From hands, we go to legs, as left and right below are reversed above. A piece out of order in a jigsaw puzzle, the poster hanging in the painting’s top left corner completes the chubby Hercules. With back arched, chin up, trimmed mustache, and slicked down hair, he stands proud and tall. Daumier pits his pose against the gestures of each of the background figures who repeat the diagonal of the hawker’s shadowed torso. His harangue seems to have set those behind him in motion, while gale winds wouldn’t budge the star of the show. Or would they. The steadfast entertainer is altogether full of himself, taken with his own stature–even though he doesn’t have a leg to stand on. Daumier, ever the jester, is poking fun, but the joke is over the head of the figure of brawn. Also overhead is, perhaps, the strangest detail of the painting: the other poster. The announcer points us straight to its corner, which appears to balance awkwardly on the strongman’s head. Does the poster advertise a sideshow anomaly? Are we looking at a freakish time traveler creeping from Dana Schutz’s sunshine into Daumier’s darkness? It doesn’t look like the man with folded arms has much to say about it . . . about anything. But who knows?
* * *
Although quiet, my dad did have a lot to say. I wish I asked him more about his carnival days or about the carnival within him. Too late now; even sleight of hand can’t open the closed fist of time. Once, with his fingers gently stroking my wrist at a circus, my father said that he had to look to make sure it was his fingers near my hand and not his father’s fingers near his. I didn’t get what he meant, then. I get it now. We saw strongmen, hawkers, knife throwers, and death-defying flyers. They beguiled me as much as clowns, up close, creeped me out. I still try to keep my distance from those costumed performers with their sheet-white, caked-on makeup juiced by freaky, painted-way-over-the-lines smiles. Time, however, has defused the charge most of the other attractions once held for me, which is too bad; after all, where else besides in fear and sorrow do witching hours spotlight afternoons? In a painting like “The Strongman” is where.
My grandson is the age his father was when his father’s warm breath comforted me inside the funhouse. My son’s house is fun and warm and filled with unscary magic. He knows more about infants than I did. He’ll wait a few years before trying to entertain his child with Daumier’s playfully grave and desperate shadows.
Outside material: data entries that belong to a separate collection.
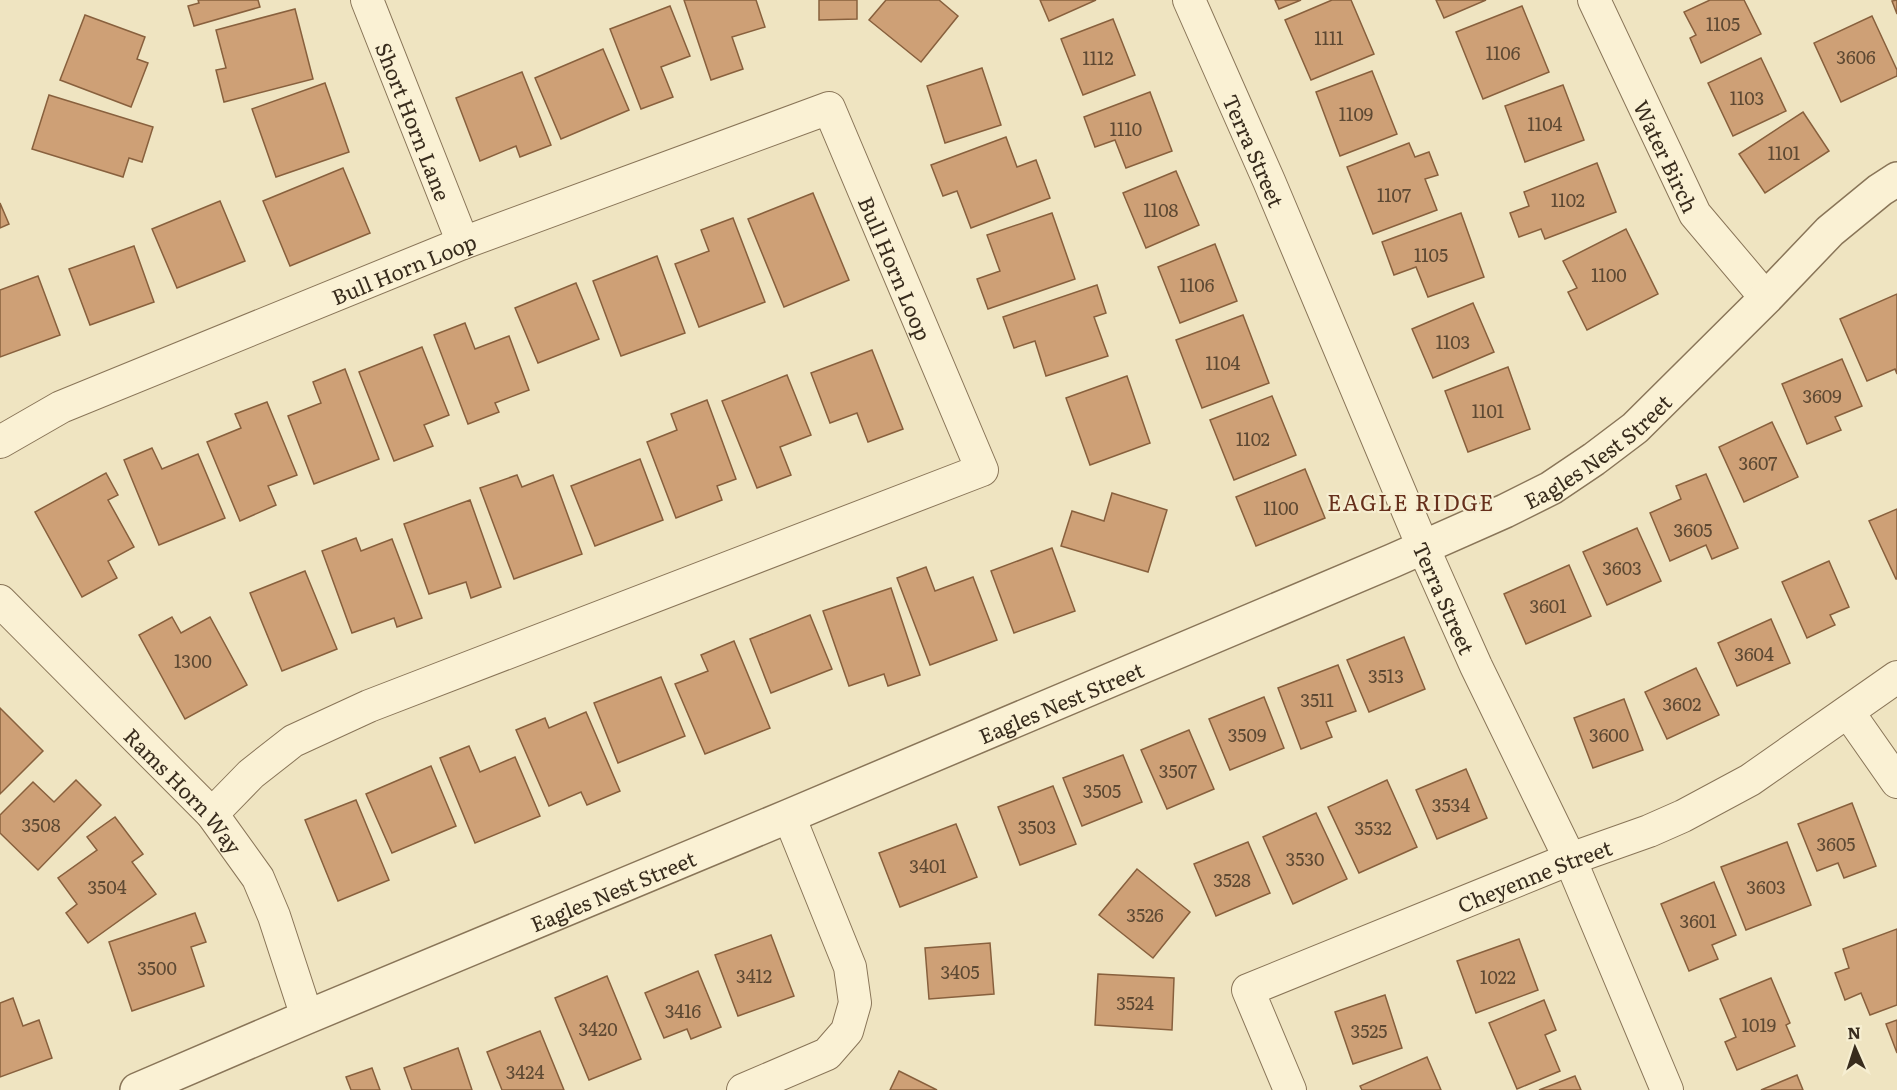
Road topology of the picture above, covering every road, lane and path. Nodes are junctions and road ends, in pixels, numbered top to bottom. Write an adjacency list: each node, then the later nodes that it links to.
1 (367, 0): 5 (street, Short Horn Lane)
2 (1189, 0): 8 (street, Terra Street)
3 (1594, 0): 6 (street, Water Birch)
4 (1897, 179): 6 (street, Eagles Nest Street)
5 (463, 243): 7 (street, Bull Horn Loop); 13 (street, Bull Horn Loop)
6 (1766, 298): 8 (street, Eagles Nest Street)
7 (0, 442)
8 (1423, 547): 14 (street, Eagles Nest Street); 15 (street, Terra Street)
9 (0, 601): 13 (street, Rams Horn Way)
10 (1897, 677): 11 (street, Cheyenne Street)
11 (1848, 712): 12 (street); 15 (street, Cheyenne Street)
12 (1897, 782)
13 (212, 814): 16 (street, Rams Horn Way)
14 (789, 816): 16 (street, Eagles Nest Street); 18 (street)
15 (1570, 859): 19 (street, Cheyenne Street); 20 (street, Terra Street)
16 (307, 1017): 17 (street, Eagles Nest Street)
17 (137, 1090)
18 (743, 1090)
19 (1290, 1090)
20 (1667, 1090)

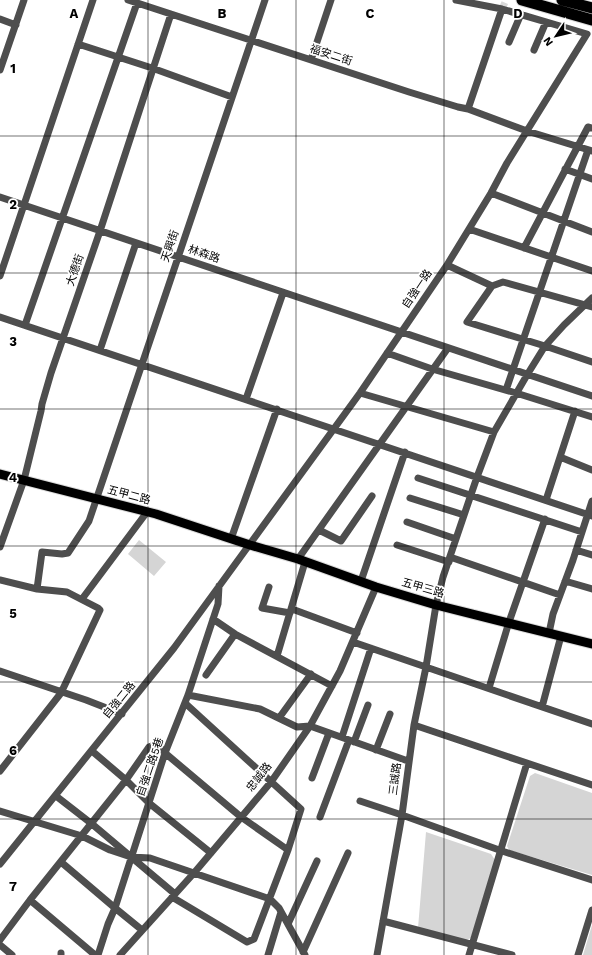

When I recently told him the Bo Jangles story, my boy, now a strong man, replied that he’s never found skeletons or clowns creepy and that he likes the dark. As he spoke, he tenderly stroked the bones of my wrinkled wrist.
Barry Nemett, Unrepentant Jester, 1986, Pastel on paper, 132 x 118 inches
I created Unrepentant Jester in 1986 around the time my two children were born and shortly after I saw Daumier’s The Strong Man for the first time.